Children a primary school in Swaziland/Eswatini were sent home because their parents did not help to pay its electricity bill.
Parents at Antioch Primary, Manzini, said the government had not paid the school its funds so it had no money to cover its operational costs.
Children were also sent home for not contributing money to allow the school's choristers to go to the SwaziBank Choral Competition, the Swazi Observer newspaper reported on Friday (6 July 2018).
The Swaziland Government is broke and owes more than E3 billion (US$230 million) to suppliers. Medicines at public hospitals have dried up and children across the kingdom are going hungry because the government has not funded school feeding programmes.
The Observer reported one parent who said they were called to a meeting at the school to be told that they would have to pay for the school's electricity bill and trip. 'It was not easy for them to oppose such because they felt like their children would be victimised,' it reported.
It added, 'The mother of two said she did not understand why her children had to be sent home for failing to pay electricity for the school and pay for a trip that they were not even going to partake in.'
The Government in Swaziland has failed to pay primary school fees across the kingdom. In June 2018 headteachers and principals told the Swazi Observer they were in huge debts and unable to pay suppliers. It said the problem was with the government which faced financial challenges. It reported one school principal saying education in the kingdom would continue to deteriorate if the situation did not improve.
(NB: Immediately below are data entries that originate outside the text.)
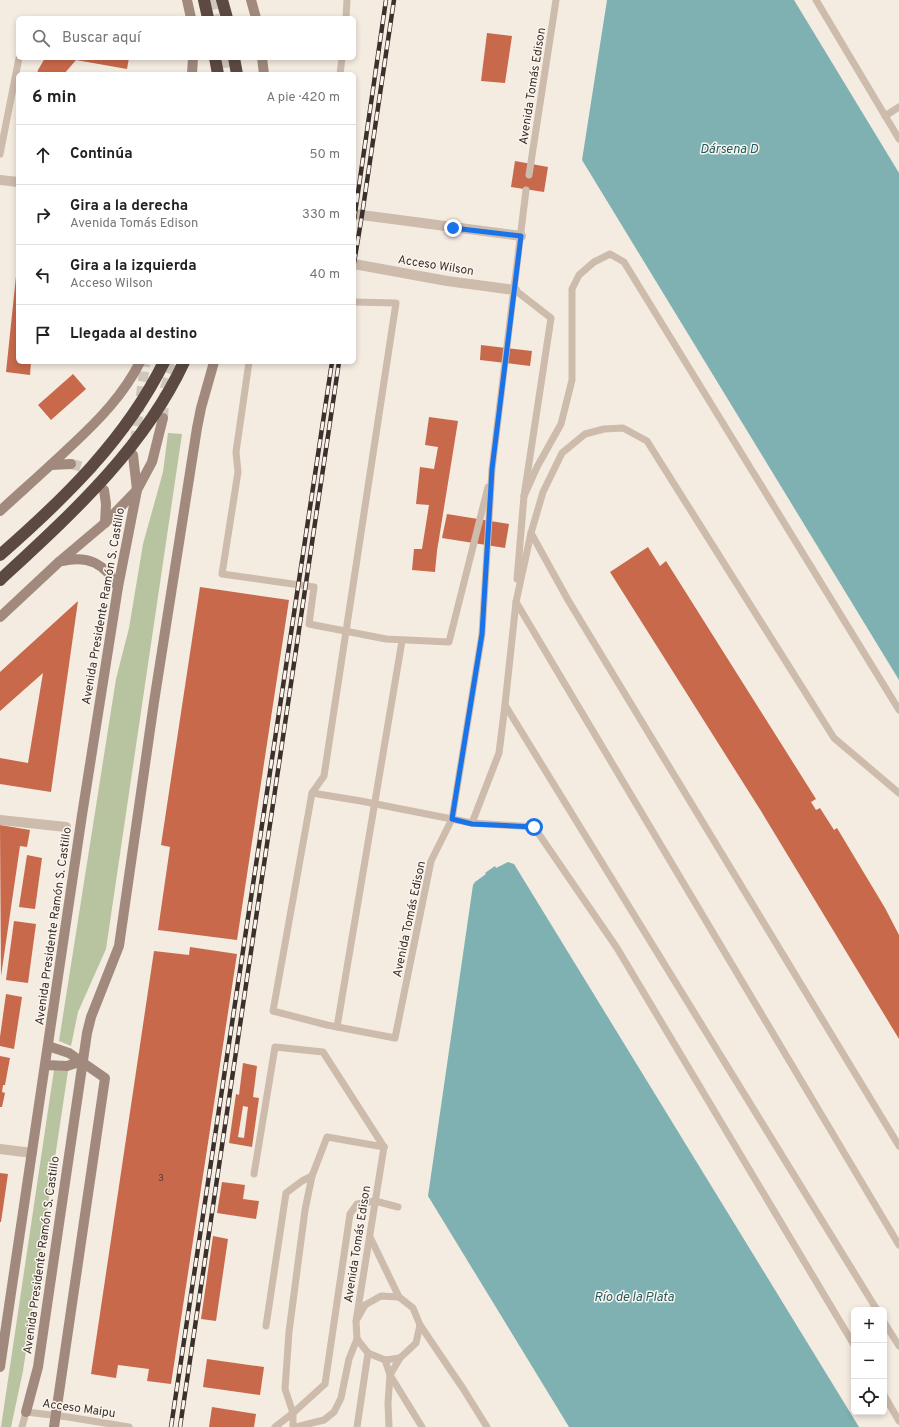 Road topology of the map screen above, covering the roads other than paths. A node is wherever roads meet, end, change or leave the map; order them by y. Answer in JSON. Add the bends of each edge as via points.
{"nodes":[{"id":1,"x":187,"y":0,"type":"edge"},
{"id":2,"x":204,"y":0,"type":"edge"},
{"id":3,"x":222,"y":0,"type":"edge"},
{"id":4,"x":251,"y":0,"type":"edge"},
{"id":5,"x":347,"y":0,"type":"edge"},
{"id":6,"x":556,"y":0,"type":"edge"},
{"id":7,"x":816,"y":0,"type":"edge"},
{"id":8,"x":190,"y":16,"type":"edge"},
{"id":9,"x":208,"y":16,"type":"edge"},
{"id":10,"x":226,"y":16,"type":"edge"},
{"id":11,"x":255,"y":16,"type":"edge"},
{"id":12,"x":346,"y":16,"type":"edge"},
{"id":13,"x":19,"y":60,"type":"edge"},
{"id":14,"x":193,"y":60,"type":"edge"},
{"id":15,"x":215,"y":60,"type":"edge"},
{"id":16,"x":234,"y":60,"type":"edge"},
{"id":17,"x":262,"y":60,"type":"edge"},
{"id":18,"x":342,"y":60,"type":"edge"},
{"id":19,"x":16,"y":72,"type":"edge"},
{"id":20,"x":192,"y":72,"type":"edge"},
{"id":21,"x":218,"y":72,"type":"edge"},
{"id":22,"x":237,"y":72,"type":"edge"},
{"id":23,"x":264,"y":72,"type":"edge"},
{"id":24,"x":340,"y":72,"type":"edge"},
{"id":25,"x":16,"y":73,"type":"edge"},
{"id":26,"x":899,"y":107,"type":"edge"},
{"id":27,"x":885,"y":116,"type":"junction"},
{"id":28,"x":899,"y":139,"type":"edge"},
{"id":29,"x":0,"y":154,"type":"edge"},
{"id":30,"x":529,"y":175,"type":"dead end"},
{"id":31,"x":0,"y":180,"type":"edge"},
{"id":32,"x":16,"y":182,"type":"edge"},
{"id":33,"x":526,"y":190,"type":"dead end"},
{"id":34,"x":356,"y":214,"type":"edge"},
{"id":35,"x":521,"y":236,"type":"junction"},
{"id":36,"x":356,"y":264,"type":"edge"},
{"id":37,"x":515,"y":290,"type":"junction"},
{"id":38,"x":356,"y":302,"type":"edge"},
{"id":39,"x":142,"y":364,"type":"edge"},
{"id":40,"x":163,"y":364,"type":"edge"},
{"id":41,"x":183,"y":364,"type":"edge"},
{"id":42,"x":213,"y":364,"type":"edge"},
{"id":43,"x":248,"y":364,"type":"edge"},
{"id":44,"x":163,"y":418,"type":"tunnel mouth"},
{"id":45,"x":133,"y":455,"type":"dead end"},
{"id":46,"x":71,"y":464,"type":"tunnel mouth"},
{"id":47,"x":51,"y":465,"type":"junction"},
{"id":48,"x":492,"y":469,"type":"junction"},
{"id":49,"x":104,"y":490,"type":"tunnel mouth"},
{"id":50,"x":137,"y":490,"type":"junction"},
{"id":51,"x":524,"y":496,"type":"junction"},
{"id":52,"x":0,"y":511,"type":"edge"},
{"id":53,"x":105,"y":523,"type":"junction"},
{"id":54,"x":531,"y":533,"type":"junction"},
{"id":55,"x":0,"y":555,"type":"edge"},
{"id":56,"x":60,"y":561,"type":"junction"},
{"id":57,"x":0,"y":580,"type":"edge"},
{"id":58,"x":118,"y":587,"type":"junction"},
{"id":59,"x":516,"y":602,"type":"junction"},
{"id":60,"x":0,"y":617,"type":"edge"},
{"id":61,"x":346,"y":631,"type":"junction"},
{"id":62,"x":402,"y":641,"type":"junction"},
{"id":63,"x":505,"y":705,"type":"junction"},
{"id":64,"x":899,"y":710,"type":"edge"},
{"id":65,"x":312,"y":793,"type":"junction"},
{"id":66,"x":899,"y":793,"type":"edge"},
{"id":67,"x":375,"y":804,"type":"junction"},
{"id":68,"x":452,"y":819,"type":"junction"},
{"id":69,"x":0,"y":820,"type":"edge"},
{"id":70,"x":472,"y":824,"type":"junction"},
{"id":71,"x":66,"y":827,"type":"dead end"},
{"id":72,"x":337,"y":1027,"type":"junction"},
{"id":73,"x":48,"y":1046,"type":"junction"},
{"id":74,"x":82,"y":1061,"type":"junction"},
{"id":75,"x":45,"y":1065,"type":"junction"},
{"id":76,"x":899,"y":1146,"type":"edge"},
{"id":77,"x":384,"y":1147,"type":"junction"},
{"id":78,"x":0,"y":1149,"type":"edge"},
{"id":79,"x":32,"y":1153,"type":"junction"},
{"id":80,"x":254,"y":1174,"type":"dead end"},
{"id":81,"x":312,"y":1176,"type":"junction"},
{"id":82,"x":375,"y":1201,"type":"junction"},
{"id":83,"x":398,"y":1207,"type":"dead end"},
{"id":84,"x":370,"y":1237,"type":"junction"},
{"id":85,"x":899,"y":1245,"type":"edge"},
{"id":86,"x":399,"y":1297,"type":"junction"},
{"id":87,"x":875,"y":1307,"type":"edge"},
{"id":88,"x":356,"y":1321,"type":"junction"},
{"id":89,"x":420,"y":1325,"type":"junction"},
{"id":90,"x":266,"y":1326,"type":"dead end"},
{"id":91,"x":887,"y":1327,"type":"edge"},
{"id":92,"x":357,"y":1339,"type":"junction"},
{"id":93,"x":853,"y":1343,"type":"edge"},
{"id":94,"x":899,"y":1346,"type":"edge"},
{"id":95,"x":368,"y":1353,"type":"junction"},
{"id":96,"x":400,"y":1358,"type":"junction"},
{"id":97,"x":385,"y":1360,"type":"junction"},
{"id":98,"x":0,"y":1367,"type":"edge"},
{"id":99,"x":390,"y":1375,"type":"junction"},
{"id":100,"x":887,"y":1400,"type":"edge"},
{"id":101,"x":26,"y":1412,"type":"junction"},
{"id":102,"x":293,"y":1413,"type":"junction"},
{"id":103,"x":55,"y":1415,"type":"junction"},
{"id":104,"x":899,"y":1420,"type":"edge"},
{"id":105,"x":22,"y":1427,"type":"edge"},
{"id":106,"x":45,"y":1427,"type":"edge"},
{"id":107,"x":54,"y":1427,"type":"edge"},
{"id":108,"x":129,"y":1427,"type":"edge"},
{"id":109,"x":276,"y":1427,"type":"edge"},
{"id":110,"x":295,"y":1427,"type":"edge"},
{"id":111,"x":357,"y":1427,"type":"edge"},
{"id":112,"x":389,"y":1427,"type":"edge"},
{"id":113,"x":422,"y":1427,"type":"edge"},
{"id":114,"x":487,"y":1427,"type":"edge"}],
"edges":[{"from":1,"to":8,"type":"main road"},
{"from":2,"to":9,"type":"highway"},
{"from":3,"to":10,"type":"highway"},
{"from":4,"to":11,"type":"main road"},
{"from":5,"to":12,"type":"lane"},
{"from":6,"to":30,"type":"lane","name":"Avenida Tomás Edison"},
{"from":7,"to":27,"type":"lane"},
{"from":13,"to":19,"type":"lane"},
{"from":14,"to":20,"type":"main road"},
{"from":15,"to":21,"type":"highway"},
{"from":16,"to":22,"type":"highway"},
{"from":17,"to":23,"type":"main road"},
{"from":18,"to":24,"type":"lane"},
{"from":25,"to":29,"type":"lane"},
{"from":26,"to":27,"type":"lane"},
{"from":27,"to":28,"type":"lane"},
{"from":31,"to":32,"type":"street"},
{"from":33,"to":35,"type":"lane","name":"Avenida Tomás Edison"},
{"from":34,"to":35,"type":"street"},
{"from":35,"to":37,"type":"lane","name":"Avenida Tomás Edison"},
{"from":36,"to":37,"type":"street","name":"Acceso Wilson"},
{"from":37,"to":48,"type":"lane","name":"Avenida Tomás Edison"},
{"from":37,"to":51,"type":"lane","via":[[551,318]]},
{"from":38,"to":61,"type":"lane","via":[[396,303]]},
{"from":39,"to":47,"type":"main road","via":[[116,400]]},
{"from":40,"to":55,"type":"highway","bridge":true,"via":[[142,399],[99,459]]},
{"from":41,"to":57,"type":"highway","bridge":true,"via":[[152,418],[113,469],[76,509]]},
{"from":42,"to":74,"type":"main road","name":"Avenida Presidente Ramón S. Castillo","via":[[201,408],[193,451],[118,946],[91,1017]]},
{"from":43,"to":61,"type":"lane","via":[[236,452],[238,472],[222,574],[314,587],[309,624]]},
{"from":44,"to":50,"type":"main road","name":"Avenida Presidente Ramón S. Castillo","via":[[152,462]]},
{"from":45,"to":50,"type":"main road","name":"Avenida Presidente Ramón S. Castillo"},
{"from":46,"to":47,"type":"main road"},
{"from":47,"to":52,"type":"main road"},
{"from":48,"to":62,"type":"lane","via":[[449,642]]},
{"from":48,"to":68,"type":"lane","name":"Avenida Tomás Edison","via":[[482,634]]},
{"from":49,"to":53,"type":"main road"},
{"from":50,"to":53,"type":"main road"},
{"from":50,"to":58,"type":"main road","name":"Avenida Presidente Ramón S. Castillo"},
{"from":51,"to":59,"type":"lane"},
{"from":51,"to":64,"type":"lane","via":[[561,424],[572,380],[572,289],[579,275],[594,262],[610,254],[624,262]]},
{"from":53,"to":56,"type":"main road"},
{"from":54,"to":59,"type":"lane"},
{"from":54,"to":66,"type":"lane","via":[[544,492],[562,453],[585,434],[623,428],[647,441],[834,738]]},
{"from":54,"to":76,"type":"lane","via":[[568,600]]},
{"from":56,"to":58,"type":"main road","via":[[74,558],[88,560],[103,567]]},
{"from":56,"to":60,"type":"main road"},
{"from":58,"to":73,"type":"main road","name":"Avenida Presidente Ramón S. Castillo"},
{"from":59,"to":63,"type":"lane"},
{"from":59,"to":85,"type":"lane"},
{"from":61,"to":62,"type":"lane"},
{"from":61,"to":65,"type":"lane","via":[[324,776]]},
{"from":62,"to":67,"type":"lane"},
{"from":63,"to":70,"type":"lane","via":[[498,753]]},
{"from":63,"to":87,"type":"lane"},
{"from":65,"to":67,"type":"lane"},
{"from":65,"to":72,"type":"lane","via":[[273,1011]]},
{"from":67,"to":68,"type":"lane"},
{"from":67,"to":72,"type":"lane"},
{"from":68,"to":70,"type":"lane"},
{"from":68,"to":72,"type":"lane","name":"Avenida Tomás Edison","via":[[431,861],[396,1038]]},
{"from":69,"to":71,"type":"street"},
{"from":70,"to":93,"type":"lane","via":[[534,827],[616,948]]},
{"from":73,"to":74,"type":"main road","via":[[69,1053]]},
{"from":73,"to":75,"type":"main road","name":"Avenida Presidente Ramón S. Castillo"},
{"from":74,"to":75,"type":"main road","via":[[67,1066]]},
{"from":74,"to":101,"type":"main road","name":"Avenida Presidente Ramón S. Castillo","via":[[38,1367]]},
{"from":74,"to":103,"type":"main road","via":[[105,1078]]},
{"from":75,"to":79,"type":"main road","name":"Avenida Presidente Ramón S. Castillo"},
{"from":77,"to":80,"type":"lane","via":[[323,1052],[275,1047]]},
{"from":77,"to":81,"type":"lane","via":[[327,1137]]},
{"from":77,"to":82,"type":"lane","name":"Avenida Tomás Edison"},
{"from":78,"to":79,"type":"street"},
{"from":79,"to":98,"type":"main road","name":"Avenida Presidente Ramón S. Castillo"},
{"from":81,"to":90,"type":"lane","via":[[286,1193]]},
{"from":81,"to":102,"type":"lane","via":[[289,1332],[286,1389]]},
{"from":82,"to":83,"type":"lane"},
{"from":82,"to":84,"type":"lane","name":"Avenida Tomás Edison"},
{"from":82,"to":102,"type":"lane","via":[[357,1204],[350,1214],[325,1384]]},
{"from":84,"to":86,"type":"lane"},
{"from":84,"to":88,"type":"lane","name":"Avenida Tomás Edison"},
{"from":86,"to":88,"type":"lane","via":[[381,1296],[365,1305]]},
{"from":86,"to":89,"type":"lane","via":[[414,1308]]},
{"from":88,"to":92,"type":"lane"},
{"from":89,"to":96,"type":"lane","via":[[416,1343]]},
{"from":89,"to":114,"type":"lane"},
{"from":91,"to":94,"type":"lane"},
{"from":92,"to":95,"type":"lane"},
{"from":92,"to":110,"type":"lane","via":[[349,1359],[341,1398],[334,1412],[324,1420]]},
{"from":95,"to":97,"type":"lane"},
{"from":95,"to":111,"type":"lane"},
{"from":96,"to":97,"type":"lane"},
{"from":96,"to":99,"type":"lane"},
{"from":97,"to":99,"type":"lane"},
{"from":99,"to":112,"type":"lane"},
{"from":99,"to":113,"type":"lane"},
{"from":100,"to":104,"type":"lane"},
{"from":101,"to":103,"type":"lane","name":"Acceso Maipu"},
{"from":101,"to":105,"type":"lane","name":"Avenida Presidente Ramón S. Castillo"},
{"from":102,"to":109,"type":"lane"},
{"from":102,"to":110,"type":"lane"},
{"from":103,"to":106,"type":"main road"},
{"from":103,"to":107,"type":"main road"},
{"from":103,"to":108,"type":"lane","name":"Acceso Maipu"}]}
The Swaziland national budget has been mismanaged for years. Swaziland is broke and the government is living from hand to mouth. Earlier this month Finance Minister Martin Dlamini told the House of Assembly as of 31 March 2018 government owed E3.28 billion. Dlamini said budget projections indicated 'exponential growth in the arrears'.
Despite the funding crisis, the Swazi Government still found US$30 million to buy the King a second private plane. It has also earmarked E1.5bn this year to build a conference centre and five-star hotel to host the African Union summit in 2020 that will last only eight days and it has budgeted E5.5 million to build Prime Minister Barnabas Dlamini a retirement house. There are also plans for a new parliament building that will cost E2.3 billion.
The excessive lifestyle of King Mswati has also been under the spotlight. He now has two private planes, 13 palaces and fleets of top-of-the-range BMW and Mercedes cars.
He wore a watch worth US$1.6 million and a suit beaded with diamonds weighing 6 kg, at his 50th birthday party.
He received E15 million (US$1.2 million) in cheques, a gold dining room suite and a gold lounge suite among his birthday gifts.
Meanwhile, the World Food Program has said it cannot raise the US$1.1 million it needs to feed starving children in the kingdom in the coming six months.